1. Purpose and scope
This procedure governs how ABN detects, contains, reports and learns from personal-data breaches and security incidents. It covers the ABN software, the customer Node and ABN's own infrastructure.
Because ABN holds no copy of customer data (local execution), the most severe class — central exfiltration of customer data — is architecturally precluded. This procedure nonetheless treats every incident seriously.
2. Roles
| Role | Responsibility |
|---|---|
| Incident Lead | Owns the incident end to end; decides on notification |
| Security Engineer | Containment, forensics, root cause |
| Legal/DPO contact | Art. 33/34 assessment; legal@abnplatform.com |
| Customer liaison | Keeps the affected customer(s) informed |
3. Detection
Incidents surface through: the customer-owned audit tables and
HMAC-signed attestations (any tampering is detectable); the
abn-security anomaly detector; the supervisor health checks;
kill-switch activations (each is logged and alerts); and customer
reports.
4. Severity classification
| Level | Definition | Example |
|---|---|---|
| SEV-1 | Confirmed personal-data breach | identifiable data exposed |
| SEV-2 | Security incident, no confirmed data exposure | sandbox escape attempt blocked |
| SEV-3 | Degraded control / near miss | expired mTLS cert denied a service |
5. The 72-hour timeline (Art. 33)
T+0h Detection. Incident Lead assigned. Containment begins.

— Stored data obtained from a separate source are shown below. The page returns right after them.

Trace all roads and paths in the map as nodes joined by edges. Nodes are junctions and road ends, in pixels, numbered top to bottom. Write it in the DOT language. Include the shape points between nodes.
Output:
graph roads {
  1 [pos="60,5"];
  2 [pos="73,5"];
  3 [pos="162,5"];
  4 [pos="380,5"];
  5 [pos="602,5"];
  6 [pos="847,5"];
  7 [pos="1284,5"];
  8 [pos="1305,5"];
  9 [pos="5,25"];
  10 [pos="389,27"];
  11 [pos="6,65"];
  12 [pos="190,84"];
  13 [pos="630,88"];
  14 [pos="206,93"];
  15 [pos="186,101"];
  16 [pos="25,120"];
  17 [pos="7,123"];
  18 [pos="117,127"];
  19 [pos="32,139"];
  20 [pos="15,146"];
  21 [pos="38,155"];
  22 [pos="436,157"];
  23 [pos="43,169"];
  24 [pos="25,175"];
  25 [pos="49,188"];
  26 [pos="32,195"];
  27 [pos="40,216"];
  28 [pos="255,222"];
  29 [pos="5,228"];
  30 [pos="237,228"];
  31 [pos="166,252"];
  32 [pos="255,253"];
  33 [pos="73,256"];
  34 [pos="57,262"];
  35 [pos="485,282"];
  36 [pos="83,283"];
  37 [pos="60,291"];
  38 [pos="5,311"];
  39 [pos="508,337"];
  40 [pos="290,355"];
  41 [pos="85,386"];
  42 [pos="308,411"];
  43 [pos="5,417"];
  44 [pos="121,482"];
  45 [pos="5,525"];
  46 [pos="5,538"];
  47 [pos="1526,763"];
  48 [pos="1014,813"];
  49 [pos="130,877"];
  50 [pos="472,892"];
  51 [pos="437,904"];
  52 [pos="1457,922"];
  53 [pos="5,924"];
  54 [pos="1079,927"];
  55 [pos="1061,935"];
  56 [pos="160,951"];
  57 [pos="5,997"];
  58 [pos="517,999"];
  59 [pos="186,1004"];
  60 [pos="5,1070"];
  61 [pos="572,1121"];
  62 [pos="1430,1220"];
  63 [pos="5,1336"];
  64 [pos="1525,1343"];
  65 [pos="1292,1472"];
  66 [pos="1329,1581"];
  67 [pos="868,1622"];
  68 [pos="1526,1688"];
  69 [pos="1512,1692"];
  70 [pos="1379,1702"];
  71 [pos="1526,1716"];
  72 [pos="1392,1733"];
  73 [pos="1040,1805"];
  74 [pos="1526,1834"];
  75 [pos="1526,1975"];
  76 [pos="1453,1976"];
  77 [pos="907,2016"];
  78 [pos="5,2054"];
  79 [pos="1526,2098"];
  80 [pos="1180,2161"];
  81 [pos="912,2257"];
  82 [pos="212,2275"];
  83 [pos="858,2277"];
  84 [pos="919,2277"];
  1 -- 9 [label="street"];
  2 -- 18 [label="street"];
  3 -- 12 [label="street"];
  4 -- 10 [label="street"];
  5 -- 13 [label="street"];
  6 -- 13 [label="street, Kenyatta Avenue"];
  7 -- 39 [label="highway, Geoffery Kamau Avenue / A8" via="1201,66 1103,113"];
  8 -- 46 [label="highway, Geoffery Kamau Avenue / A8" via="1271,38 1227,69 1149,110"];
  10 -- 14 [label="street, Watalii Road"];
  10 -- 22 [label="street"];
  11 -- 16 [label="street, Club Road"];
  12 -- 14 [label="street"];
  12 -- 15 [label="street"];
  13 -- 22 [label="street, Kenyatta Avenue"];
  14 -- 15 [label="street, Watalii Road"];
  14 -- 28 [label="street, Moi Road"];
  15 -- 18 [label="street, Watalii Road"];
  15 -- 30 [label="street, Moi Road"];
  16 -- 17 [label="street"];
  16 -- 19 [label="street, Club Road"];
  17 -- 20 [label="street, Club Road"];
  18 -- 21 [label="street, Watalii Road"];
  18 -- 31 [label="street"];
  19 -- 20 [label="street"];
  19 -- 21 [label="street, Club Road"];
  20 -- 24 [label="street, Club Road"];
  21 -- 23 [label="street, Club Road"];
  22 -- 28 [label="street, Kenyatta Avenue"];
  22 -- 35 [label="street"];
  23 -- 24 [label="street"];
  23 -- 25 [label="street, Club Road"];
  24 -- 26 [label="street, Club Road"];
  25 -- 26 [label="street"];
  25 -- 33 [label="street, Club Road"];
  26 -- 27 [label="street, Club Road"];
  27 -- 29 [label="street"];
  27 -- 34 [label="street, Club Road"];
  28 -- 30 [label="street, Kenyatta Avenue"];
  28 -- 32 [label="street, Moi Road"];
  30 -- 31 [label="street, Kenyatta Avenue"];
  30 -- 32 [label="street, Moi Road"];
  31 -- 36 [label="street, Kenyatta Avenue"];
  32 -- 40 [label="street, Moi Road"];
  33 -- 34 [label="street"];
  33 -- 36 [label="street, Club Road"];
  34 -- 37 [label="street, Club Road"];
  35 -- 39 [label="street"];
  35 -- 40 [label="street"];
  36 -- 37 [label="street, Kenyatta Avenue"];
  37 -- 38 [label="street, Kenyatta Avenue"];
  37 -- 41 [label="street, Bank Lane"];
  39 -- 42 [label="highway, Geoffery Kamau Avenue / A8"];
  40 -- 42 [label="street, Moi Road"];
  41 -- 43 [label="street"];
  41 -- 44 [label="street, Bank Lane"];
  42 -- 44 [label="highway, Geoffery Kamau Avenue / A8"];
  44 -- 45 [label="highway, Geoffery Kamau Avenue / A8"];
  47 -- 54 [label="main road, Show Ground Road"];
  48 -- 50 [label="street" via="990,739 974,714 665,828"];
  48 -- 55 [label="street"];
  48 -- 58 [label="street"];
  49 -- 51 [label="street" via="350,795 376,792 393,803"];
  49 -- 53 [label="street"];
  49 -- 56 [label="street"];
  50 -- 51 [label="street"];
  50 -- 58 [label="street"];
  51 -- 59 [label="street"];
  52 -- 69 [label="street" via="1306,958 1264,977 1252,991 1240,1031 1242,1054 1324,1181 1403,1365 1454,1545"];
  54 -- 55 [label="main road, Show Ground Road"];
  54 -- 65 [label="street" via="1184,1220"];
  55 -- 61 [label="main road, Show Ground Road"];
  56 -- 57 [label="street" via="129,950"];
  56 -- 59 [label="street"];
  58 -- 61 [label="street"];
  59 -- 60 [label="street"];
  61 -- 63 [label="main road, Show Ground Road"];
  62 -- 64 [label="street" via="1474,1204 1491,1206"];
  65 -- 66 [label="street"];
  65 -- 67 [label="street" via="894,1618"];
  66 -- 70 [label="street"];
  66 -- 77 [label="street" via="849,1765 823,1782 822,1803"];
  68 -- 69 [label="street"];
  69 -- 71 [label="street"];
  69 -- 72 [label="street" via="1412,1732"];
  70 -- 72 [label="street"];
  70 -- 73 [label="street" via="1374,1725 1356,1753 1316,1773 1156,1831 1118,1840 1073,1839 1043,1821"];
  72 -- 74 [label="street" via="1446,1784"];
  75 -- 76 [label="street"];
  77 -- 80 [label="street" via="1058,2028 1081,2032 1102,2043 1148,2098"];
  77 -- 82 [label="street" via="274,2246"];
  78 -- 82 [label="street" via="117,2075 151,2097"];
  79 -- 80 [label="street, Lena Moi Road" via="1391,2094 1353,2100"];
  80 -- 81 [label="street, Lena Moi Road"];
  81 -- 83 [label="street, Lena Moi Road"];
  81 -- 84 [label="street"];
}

T+0–4h Triage: scope, severity, whether personal data is involved.
T+4–24h Containment confirmed; forensic evidence preserved;
affected customers/controllers notified so THEY can meet
their own Art. 33 duty (ABN is the processor).
T+≤72h If a personal-data breach: the controller notifies the
supervisory authority (in Sweden: IMY) within 72 hours of
becoming aware. ABN, as processor, notifies the controller
"without undue delay" (Art. 33(2)) — in practice within 24h.
Ongoing Art. 34: if high risk to data subjects, the controller
informs the data subjects without undue delay.
Processor duty: ABN does not notify the supervisory authority itself — it notifies the controller without undue delay and provides all information the controller needs for its own notification (nature of the breach, categories and approximate numbers, likely consequences, measures taken).
6. Containment and eradication
Pause/stop affected agents from the dashboard; activate the
abn-security kill-switch for any affected sandbox; rotate mTLS
certificates and any affected secrets; if a connector is implicated,
disable it (enabled = false). Preserve audit tables and attestations
as evidence before any remediation.
7. Notification content (to the controller)
Per Art. 33(3): description of the breach; categories and approximate
number of data subjects and records; contact point (legal@abnplatform.com);
likely consequences; measures taken or proposed.
8. Post-incident review
Within 10 working days a written review records: timeline, root cause, what worked, corrective actions, and whether the DPIA / threat model needs updating. Every SEV-1/SEV-2 review updates this procedure.
9. Register
All incidents are logged in an internal incident register (Art. 33(5) documentation requirement), retained for at least 2 years.